(Records drawn from a dataset)
* * * *
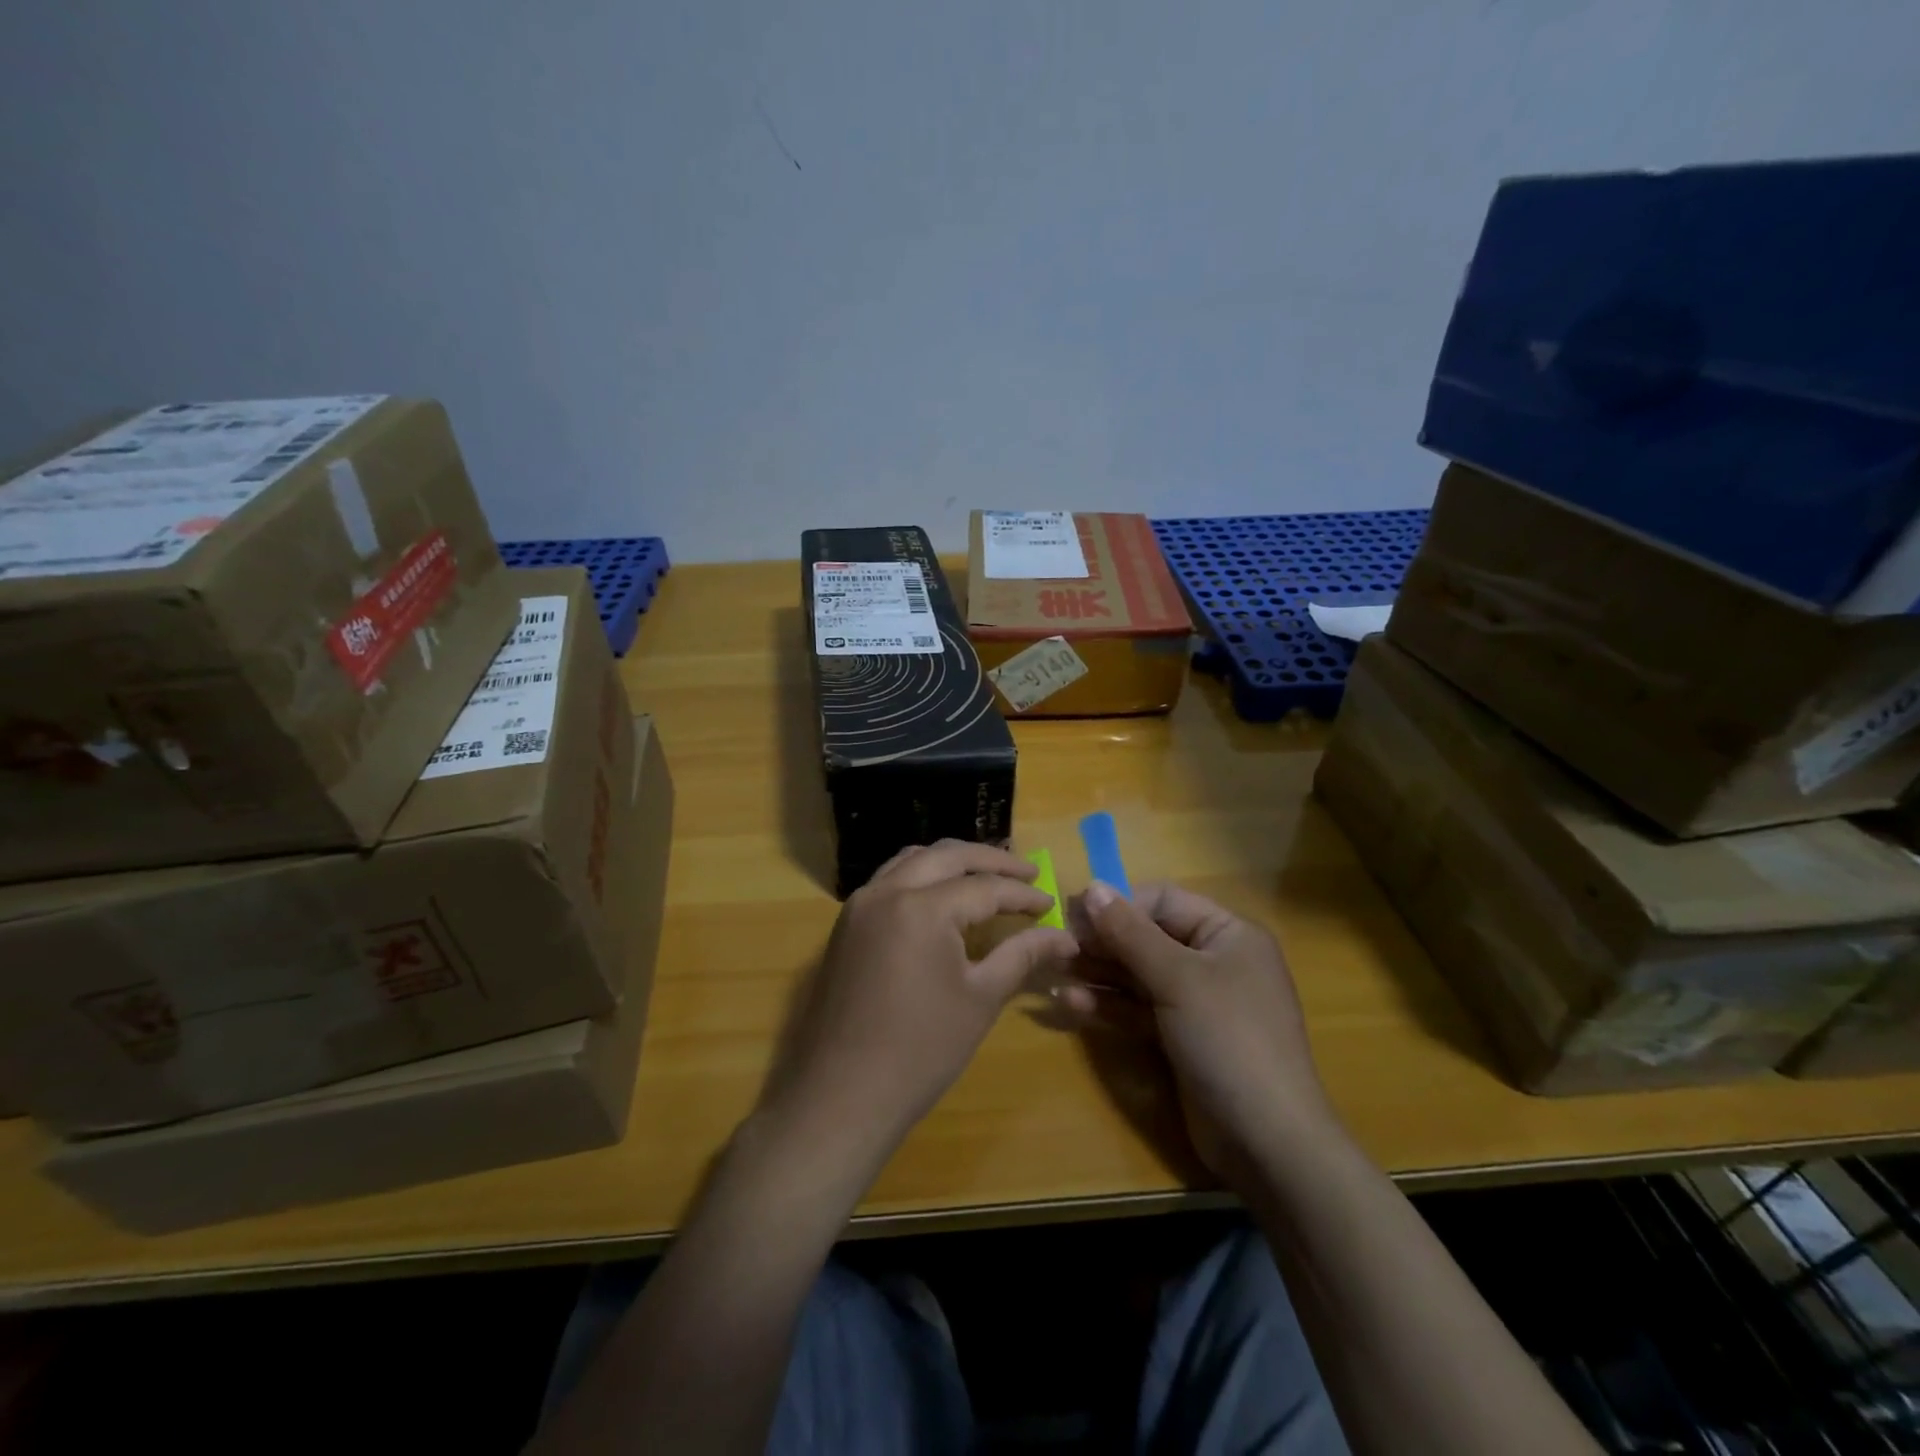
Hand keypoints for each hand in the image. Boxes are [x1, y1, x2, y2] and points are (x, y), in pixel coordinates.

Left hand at [757, 841, 1077, 1177]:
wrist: (842, 1095)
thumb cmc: (921, 1050)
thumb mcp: (981, 998)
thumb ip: (1022, 955)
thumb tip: (1066, 937)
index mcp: (923, 907)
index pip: (985, 887)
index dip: (1023, 894)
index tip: (1051, 902)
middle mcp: (887, 891)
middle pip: (947, 856)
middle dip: (991, 860)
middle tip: (1027, 870)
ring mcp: (860, 904)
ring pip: (913, 860)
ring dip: (952, 861)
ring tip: (987, 874)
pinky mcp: (846, 923)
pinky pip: (889, 880)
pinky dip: (921, 875)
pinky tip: (941, 895)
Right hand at [1072, 881, 1338, 1188]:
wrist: (1267, 1141)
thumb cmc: (1228, 1039)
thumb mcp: (1177, 978)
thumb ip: (1130, 932)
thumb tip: (1092, 887)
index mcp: (1228, 934)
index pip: (1165, 901)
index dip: (1120, 904)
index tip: (1075, 914)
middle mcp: (1214, 961)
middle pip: (1148, 937)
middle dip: (1103, 941)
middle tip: (1057, 945)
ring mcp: (1197, 1003)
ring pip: (1139, 975)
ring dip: (1098, 974)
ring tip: (1054, 971)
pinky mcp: (1181, 1038)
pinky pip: (1139, 1009)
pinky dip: (1108, 1006)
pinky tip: (1069, 1003)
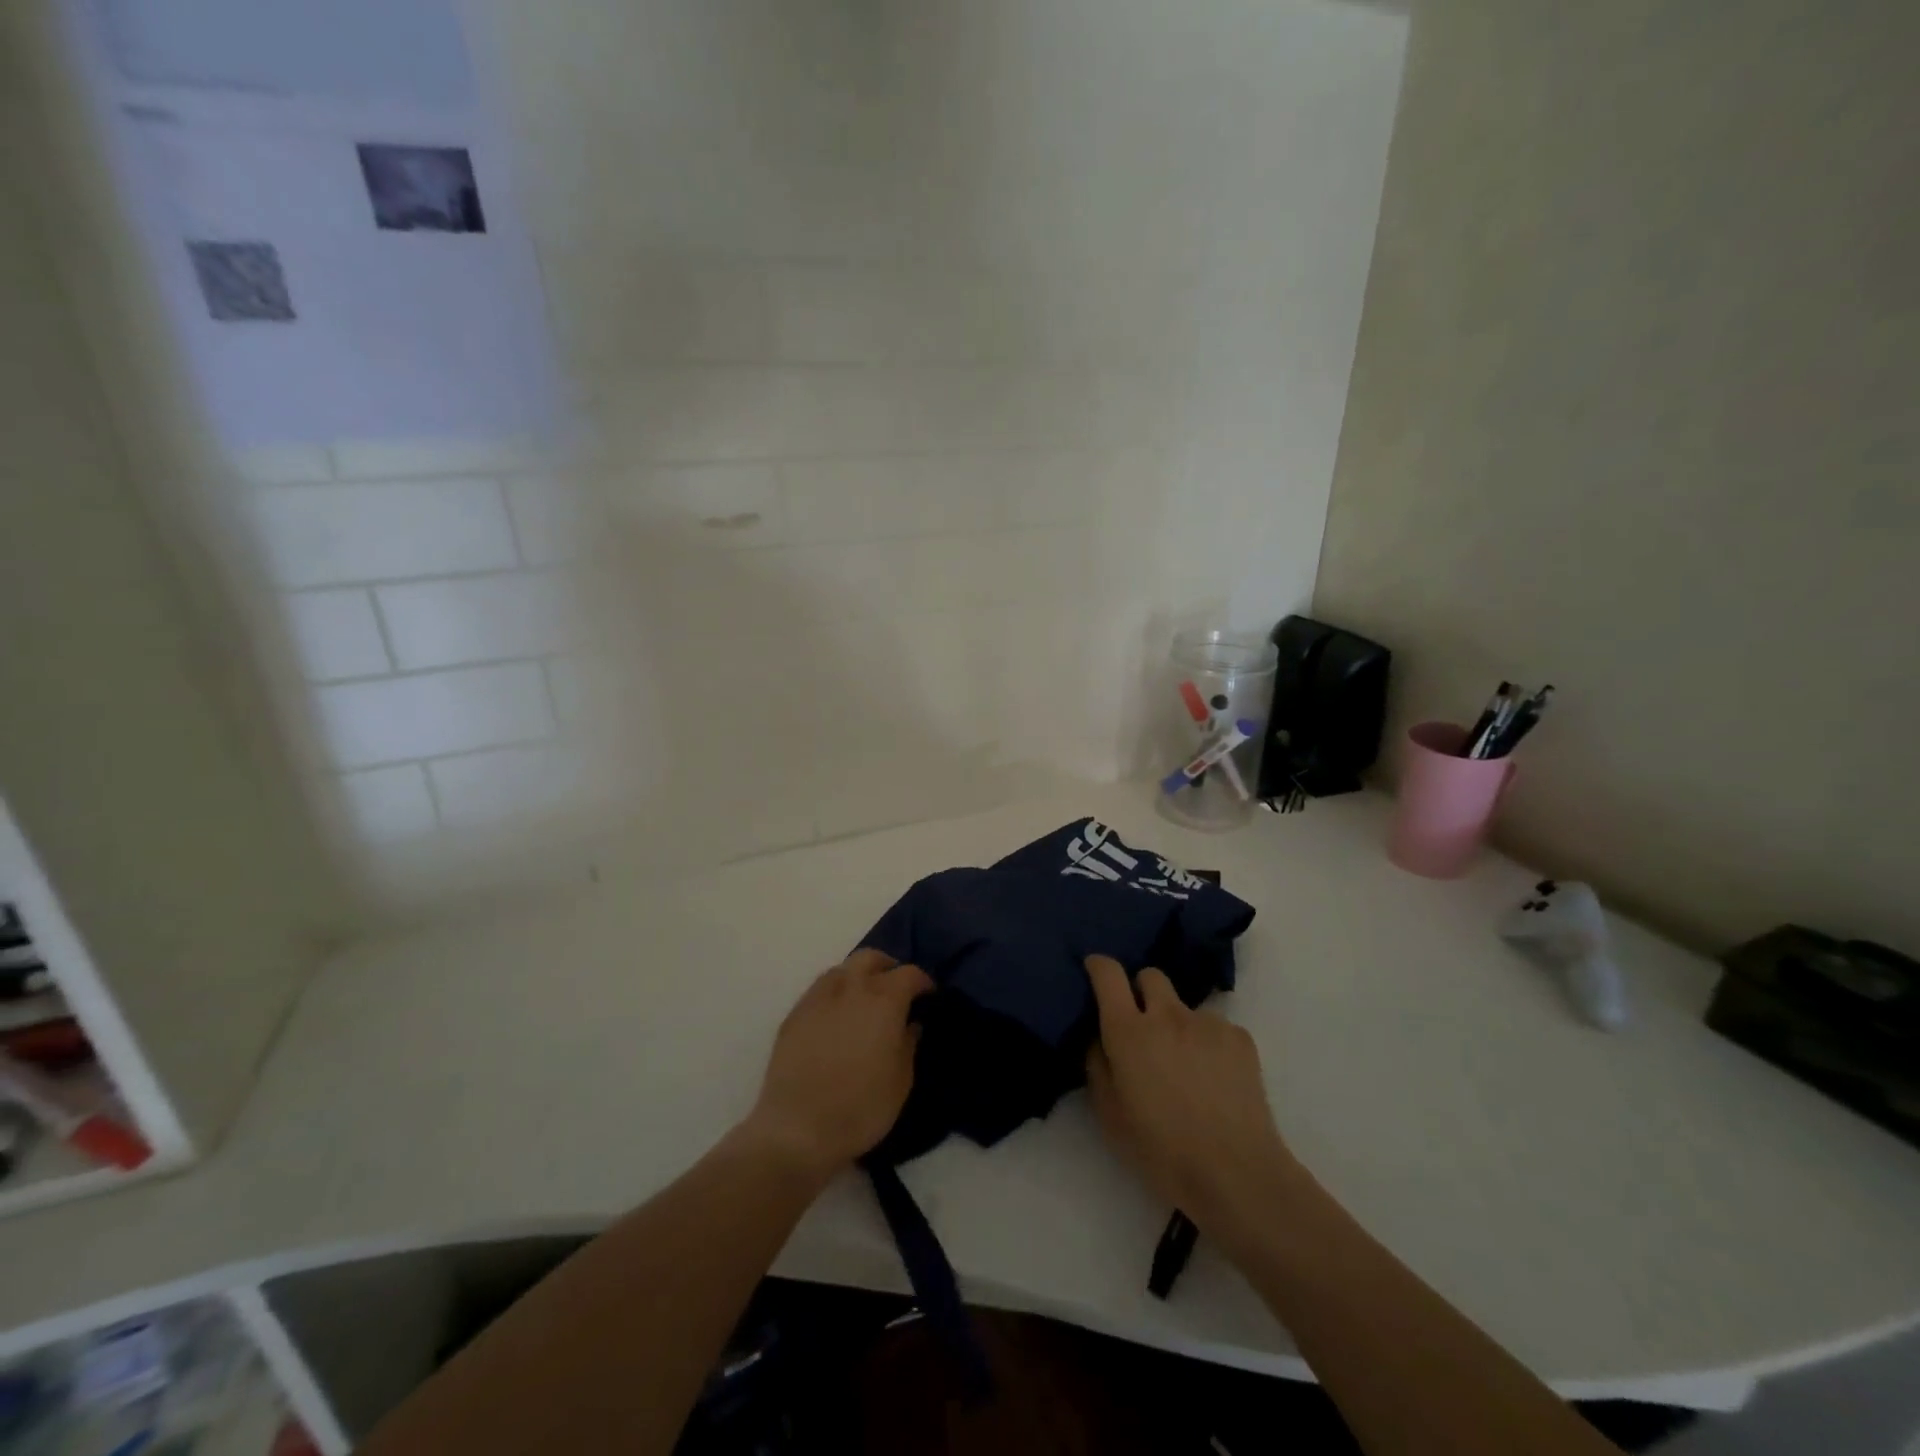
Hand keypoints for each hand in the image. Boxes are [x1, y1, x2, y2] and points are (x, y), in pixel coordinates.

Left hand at [741, 948, 931, 1182]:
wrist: (797, 1129)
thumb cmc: (861, 1107)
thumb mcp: (901, 1082)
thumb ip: (909, 1044)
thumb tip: (911, 1024)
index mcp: (883, 1000)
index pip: (909, 973)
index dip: (922, 981)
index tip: (928, 996)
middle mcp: (851, 988)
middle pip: (871, 958)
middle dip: (887, 967)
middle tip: (895, 989)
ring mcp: (818, 998)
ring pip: (842, 969)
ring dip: (858, 976)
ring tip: (863, 1001)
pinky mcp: (794, 1014)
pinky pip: (819, 989)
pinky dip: (834, 993)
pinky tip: (836, 1017)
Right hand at [1083, 954, 1302, 1253]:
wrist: (1236, 1173)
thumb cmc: (1161, 1150)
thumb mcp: (1110, 1115)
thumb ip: (1097, 1064)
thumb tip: (1098, 1036)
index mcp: (1128, 1031)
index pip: (1108, 973)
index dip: (1099, 966)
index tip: (1095, 972)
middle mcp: (1167, 1014)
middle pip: (1150, 976)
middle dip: (1142, 991)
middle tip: (1143, 1026)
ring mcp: (1207, 1023)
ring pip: (1184, 1005)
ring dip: (1177, 1023)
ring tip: (1186, 1066)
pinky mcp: (1240, 1038)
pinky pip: (1215, 1027)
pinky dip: (1208, 1043)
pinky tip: (1215, 1079)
* * * *
* _Work instruction_
Once the pictures are set aside, repeat the data above exactly.

* _Solution for this problem_
Hand keypoints for each hand in the image. Boxes are [x1, y1, x2, y2] and points are (x, y), in pixel coordinates.

Left hand at [757, 841, 1077, 1177]:
wrist: (842, 1095)
thumb cmc: (921, 1050)
thumb mcp: (981, 998)
thumb ip: (1022, 955)
thumb tip: (1066, 937)
index mcp: (923, 907)
index pip: (985, 887)
index dip: (1023, 894)
index tip: (1051, 902)
middle mcp: (887, 891)
middle pip: (947, 856)
middle dip: (991, 860)
middle tip: (1027, 870)
ring mcp: (860, 904)
ring pip: (913, 860)
ring dip: (952, 861)
ring tip: (987, 874)
pinky mcp: (846, 923)
pinky pip: (889, 880)
pinky dip: (921, 875)
pinky tip: (941, 895)
Right hand at [1072, 881, 1338, 1188]:
wrist: (1267, 1141)
thumb cmc: (1228, 1039)
thumb mcp: (1177, 978)
thumb ip: (1130, 932)
thumb tip: (1092, 887)
index mcp: (1228, 934)
index pip: (1165, 901)
index dip: (1120, 904)
index tip: (1075, 914)
middle mcp: (1214, 961)
middle pip: (1148, 937)
middle dip: (1103, 941)
middle tip: (1057, 945)
ring mcp: (1197, 1003)
ring pip: (1139, 975)
ring dip: (1098, 974)
ring tip: (1054, 971)
pinky mcp: (1181, 1038)
pinky pip: (1139, 1009)
pinky dip: (1108, 1006)
pinky tip: (1069, 1003)
Hand keypoints for each hand in the image. Boxes are [x1, y1, x2, y2] and points are (x, y), in pixel coordinates.

Left hand at [741, 948, 931, 1182]:
wrist: (797, 1129)
thumb cmc: (861, 1107)
thumb mcp: (901, 1082)
thumb ip: (909, 1044)
thumb tip: (911, 1024)
index mcp: (883, 1000)
index pip: (909, 973)
index dip: (922, 981)
index tip: (928, 996)
middle mcp: (851, 988)
middle pip: (871, 958)
middle dip: (887, 967)
middle tip: (895, 989)
ring mcp: (818, 998)
ring pip: (842, 969)
ring dip: (858, 976)
ring tip: (863, 1001)
pinky mcp: (794, 1014)
pinky pip: (819, 989)
pinky dip: (834, 993)
pinky tip: (836, 1017)
Right hand at [1083, 954, 1302, 1253]:
wrist: (1236, 1173)
thumb cmc: (1161, 1150)
thumb mcp: (1110, 1115)
thumb ip: (1097, 1064)
thumb tip: (1098, 1036)
index mcp: (1128, 1031)
index pip: (1108, 973)
index dip: (1099, 966)
index tip: (1095, 972)
middle mcp: (1167, 1014)
middle pip: (1150, 976)
middle dip: (1142, 991)
middle tip: (1143, 1026)
ring mcp: (1207, 1023)
ring pip: (1184, 1005)
ring dip: (1177, 1023)
ring tip: (1186, 1066)
pinky mcp: (1240, 1038)
pinky pip: (1215, 1027)
pinky dip: (1208, 1043)
pinky tip: (1215, 1079)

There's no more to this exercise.